■ **Task description**: When a line of the entries contains "Zafer", please list that line.

■ **Supplied entries**:
* * * * * * *
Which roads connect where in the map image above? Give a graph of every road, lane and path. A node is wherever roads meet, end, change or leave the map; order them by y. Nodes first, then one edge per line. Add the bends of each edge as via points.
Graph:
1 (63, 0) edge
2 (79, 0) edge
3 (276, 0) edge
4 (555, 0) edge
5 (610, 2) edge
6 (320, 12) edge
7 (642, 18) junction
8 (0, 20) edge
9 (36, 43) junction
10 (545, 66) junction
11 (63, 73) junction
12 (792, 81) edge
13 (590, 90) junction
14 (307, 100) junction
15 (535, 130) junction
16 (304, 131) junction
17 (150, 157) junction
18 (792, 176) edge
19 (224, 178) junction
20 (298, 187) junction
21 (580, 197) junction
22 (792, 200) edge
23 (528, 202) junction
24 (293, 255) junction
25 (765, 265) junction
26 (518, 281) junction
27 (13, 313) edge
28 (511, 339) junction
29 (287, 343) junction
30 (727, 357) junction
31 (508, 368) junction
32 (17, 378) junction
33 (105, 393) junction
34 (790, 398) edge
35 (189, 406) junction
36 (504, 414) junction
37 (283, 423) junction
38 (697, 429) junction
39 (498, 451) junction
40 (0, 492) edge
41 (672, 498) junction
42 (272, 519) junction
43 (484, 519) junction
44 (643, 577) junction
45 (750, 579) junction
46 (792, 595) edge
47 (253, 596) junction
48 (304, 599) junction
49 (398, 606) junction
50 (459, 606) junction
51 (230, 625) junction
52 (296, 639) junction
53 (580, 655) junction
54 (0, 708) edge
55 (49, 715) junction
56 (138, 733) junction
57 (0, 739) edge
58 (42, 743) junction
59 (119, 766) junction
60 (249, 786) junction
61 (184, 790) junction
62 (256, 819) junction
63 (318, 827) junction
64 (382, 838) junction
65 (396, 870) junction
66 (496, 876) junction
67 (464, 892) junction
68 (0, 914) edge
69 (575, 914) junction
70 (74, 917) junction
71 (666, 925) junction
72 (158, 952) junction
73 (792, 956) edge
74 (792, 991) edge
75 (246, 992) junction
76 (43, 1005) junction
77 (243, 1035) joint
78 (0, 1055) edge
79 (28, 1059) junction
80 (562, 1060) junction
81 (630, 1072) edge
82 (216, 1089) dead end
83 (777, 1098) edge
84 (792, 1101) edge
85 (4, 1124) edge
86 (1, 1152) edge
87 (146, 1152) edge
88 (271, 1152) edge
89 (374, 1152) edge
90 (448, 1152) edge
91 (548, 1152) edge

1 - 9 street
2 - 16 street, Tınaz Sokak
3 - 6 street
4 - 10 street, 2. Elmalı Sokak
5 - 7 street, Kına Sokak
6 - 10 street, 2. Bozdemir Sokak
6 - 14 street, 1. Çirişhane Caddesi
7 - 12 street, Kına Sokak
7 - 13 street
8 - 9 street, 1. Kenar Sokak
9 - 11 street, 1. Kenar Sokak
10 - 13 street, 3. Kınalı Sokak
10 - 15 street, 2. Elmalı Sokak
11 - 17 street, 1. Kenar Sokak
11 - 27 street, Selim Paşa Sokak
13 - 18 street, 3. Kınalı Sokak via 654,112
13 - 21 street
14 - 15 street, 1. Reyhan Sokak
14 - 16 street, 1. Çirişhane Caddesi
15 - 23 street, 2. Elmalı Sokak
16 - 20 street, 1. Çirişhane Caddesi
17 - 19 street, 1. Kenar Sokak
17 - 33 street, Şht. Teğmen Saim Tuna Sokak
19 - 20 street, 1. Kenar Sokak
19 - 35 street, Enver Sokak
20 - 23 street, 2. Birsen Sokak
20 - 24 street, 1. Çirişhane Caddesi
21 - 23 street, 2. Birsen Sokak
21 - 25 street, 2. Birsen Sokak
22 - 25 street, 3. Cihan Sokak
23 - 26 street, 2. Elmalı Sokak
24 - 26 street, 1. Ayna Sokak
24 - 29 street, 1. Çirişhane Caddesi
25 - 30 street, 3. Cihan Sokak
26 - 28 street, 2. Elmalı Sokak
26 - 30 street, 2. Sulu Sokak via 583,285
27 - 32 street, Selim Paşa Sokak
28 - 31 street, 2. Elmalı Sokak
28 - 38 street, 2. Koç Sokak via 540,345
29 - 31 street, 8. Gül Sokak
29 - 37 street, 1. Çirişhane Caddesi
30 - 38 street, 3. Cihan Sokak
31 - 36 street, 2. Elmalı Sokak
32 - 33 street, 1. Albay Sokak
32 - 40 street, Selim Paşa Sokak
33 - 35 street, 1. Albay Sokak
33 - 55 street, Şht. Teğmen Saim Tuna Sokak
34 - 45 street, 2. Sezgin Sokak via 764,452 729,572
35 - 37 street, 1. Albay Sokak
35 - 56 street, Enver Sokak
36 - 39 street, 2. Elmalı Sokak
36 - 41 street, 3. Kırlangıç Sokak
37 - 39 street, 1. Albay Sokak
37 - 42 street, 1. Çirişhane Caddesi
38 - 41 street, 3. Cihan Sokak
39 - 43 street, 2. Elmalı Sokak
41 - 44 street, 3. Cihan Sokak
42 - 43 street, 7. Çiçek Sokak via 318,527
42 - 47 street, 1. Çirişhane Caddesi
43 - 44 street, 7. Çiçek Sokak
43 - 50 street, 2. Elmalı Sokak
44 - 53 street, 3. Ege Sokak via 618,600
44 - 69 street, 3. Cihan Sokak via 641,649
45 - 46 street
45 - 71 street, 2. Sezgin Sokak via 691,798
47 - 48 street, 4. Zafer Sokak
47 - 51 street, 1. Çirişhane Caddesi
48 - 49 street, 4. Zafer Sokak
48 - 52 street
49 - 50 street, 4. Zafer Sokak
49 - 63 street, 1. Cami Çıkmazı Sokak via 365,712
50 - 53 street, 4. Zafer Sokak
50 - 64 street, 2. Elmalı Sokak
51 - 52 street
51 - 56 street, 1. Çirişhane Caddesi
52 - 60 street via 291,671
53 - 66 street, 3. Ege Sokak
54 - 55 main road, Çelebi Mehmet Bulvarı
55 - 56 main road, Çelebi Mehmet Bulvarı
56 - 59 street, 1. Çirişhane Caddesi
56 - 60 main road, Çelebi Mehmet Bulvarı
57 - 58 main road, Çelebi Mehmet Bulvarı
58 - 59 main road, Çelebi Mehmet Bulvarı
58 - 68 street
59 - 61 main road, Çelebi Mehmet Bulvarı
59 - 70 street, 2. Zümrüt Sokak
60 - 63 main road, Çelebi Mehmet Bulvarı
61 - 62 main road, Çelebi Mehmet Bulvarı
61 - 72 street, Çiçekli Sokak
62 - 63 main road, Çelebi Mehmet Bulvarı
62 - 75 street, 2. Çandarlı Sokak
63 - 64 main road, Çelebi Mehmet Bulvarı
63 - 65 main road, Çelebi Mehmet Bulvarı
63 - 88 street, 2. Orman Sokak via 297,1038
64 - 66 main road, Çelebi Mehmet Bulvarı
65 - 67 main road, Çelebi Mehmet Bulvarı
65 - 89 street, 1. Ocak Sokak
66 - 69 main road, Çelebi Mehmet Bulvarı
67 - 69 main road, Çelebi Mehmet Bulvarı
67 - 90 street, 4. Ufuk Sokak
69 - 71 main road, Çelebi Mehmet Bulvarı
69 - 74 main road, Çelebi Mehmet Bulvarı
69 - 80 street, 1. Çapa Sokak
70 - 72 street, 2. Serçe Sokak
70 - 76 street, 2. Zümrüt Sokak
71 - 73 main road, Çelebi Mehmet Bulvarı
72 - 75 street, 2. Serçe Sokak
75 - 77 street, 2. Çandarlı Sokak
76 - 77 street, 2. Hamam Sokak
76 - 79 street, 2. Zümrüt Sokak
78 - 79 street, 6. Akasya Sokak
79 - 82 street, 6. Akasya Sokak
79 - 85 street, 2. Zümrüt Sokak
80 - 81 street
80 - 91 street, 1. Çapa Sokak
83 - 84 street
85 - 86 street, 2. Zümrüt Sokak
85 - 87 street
* * * * * * *
■ **Your solution**:
47 - 48 street, 4. Zafer Sokak
48 - 49 street, 4. Zafer Sokak
49 - 50 street, 4. Zafer Sokak
50 - 53 street, 4. Zafer Sokak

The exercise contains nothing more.